A luxury once sampled becomes a necessity.
I know this is true, for having lived the first few decades of my life without a view, I am now fortunate enough to enjoy panoramic views from both my house and my office, views that I can't imagine living without.
As I sit here, staring out at the view, I wonder why I spend so much time staring out at the view. Why are we so attracted to views? What is it about the maze of streets, the masses of buildings, the moving cars, the distant mountain ranges that attracts the eye?
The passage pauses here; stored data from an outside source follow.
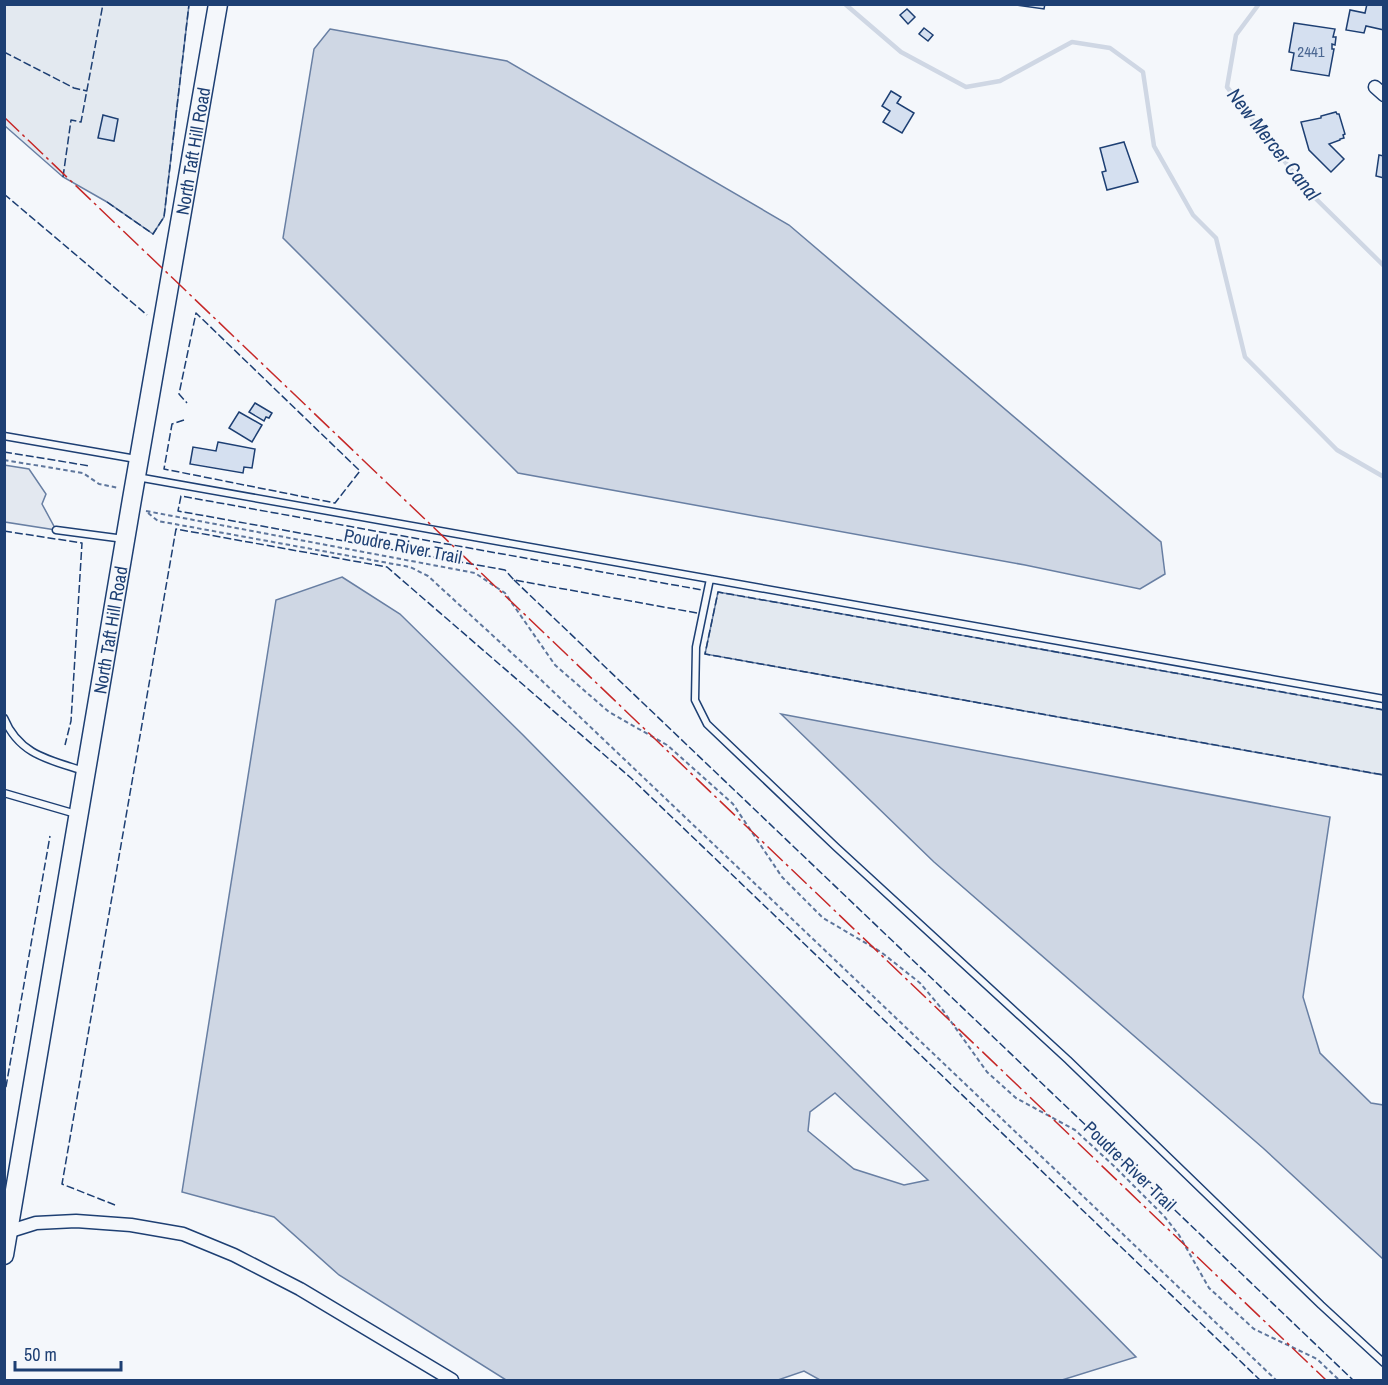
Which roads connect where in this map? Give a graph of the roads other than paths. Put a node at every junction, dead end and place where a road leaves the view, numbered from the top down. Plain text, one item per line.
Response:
1 (218, 4) edge
2 (4, 436) edge
3 (138, 468) junction
4 (56, 530) dead end
5 (125, 539) junction
6 (710, 579) junction
7 (1383, 699) edge
8 (4, 718) edge
9 (87, 772) junction
10 (4, 793) edge
11 (79, 814) junction
12 (6, 1232) edge
13 (4, 1255) edge
14 (1383, 1363) edge
15 (452, 1380) edge

1 - 3 main road, North Taft Hill Road
2 - 3 lane
3 - 5 main road, North Taft Hill Road
3 - 6 lane
4 - 5 lane
5 - 9 main road, North Taft Hill Road
6 - 7 lane
6 - 14 lane
8 - 9 lane
9 - 11 main road, North Taft Hill Road
10 - 11 lane
11 - 12 main road, North Taft Hill Road
12 - 13 main road, North Taft Hill Road
12 - 15 street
Actually, nothing. Nothing down there specifically attracts us; we have no intrinsic interest in the things we see. Rather, what we see down there is only important insofar as it helps us see our distance from the world. What really attracts us is our thrill at being above it all. Our interest in the 10,000-foot perspective. Our retreat to the peace and quiet of our own aerie, safe from the world's concerns until we decide to descend.
I once spent a few days in an 85th-floor office with an unobstructed view. I didn't enjoy the view nearly as much as I thought I would. The office was so high that I couldn't see the little details that reminded me of its height. Not being able to make out individual buildings and cars, to follow specific streets with my eye, I felt as if I were uncomfortably floating in the sky rather than securely perched atop a crow's nest.
I've had the same reaction to ocean views, especially from those hilltop homes high above the sea: the ocean is so vast and featureless that it's hard for me to triangulate, and therefore appreciate, my lofty position. And then at night it's just a sea of black, nothing there to remind me of where I am.
I have no idea what really motivated the Dutch landscape painters, but I've always wanted to believe it was their desire, living in the flattest of flat lands, to rise above it all, to perch atop a high peak, to gain a perspective reality denied to them. The details of their pastoral scenes weren't the point, you see, it was the sensation you felt viewing them.
But then, I think, doesn't all this say more about me, and my need to rise above it all, to achieve a lofty position in life, to savor a tangible manifestation of the ladder I'm climbing, than it says about views or paintings?
At least that's what I ask myself as I sit here, staring out at the view.
I once had an office window that looked out on to the patio of the swish Euro trash restuarnt below. At lunch time in the summer all the trash would double-park their Mercedes sports cars outside and just sip bloody marys all day long. When my company went out of business I had to schlep all my things out past this motley assortment of deeply tanned layabouts and poor little rich things. Very ignominious.
Posted by: stephenesque | October 25, 2004 at 07:04 AM
For a few years my office window overlooked a hotel pool. As I slaved the day away, I could look out and see those same people lounging by the pool, sipping tropical drinks and tanning the day away. Made it a little harder to slave the day away.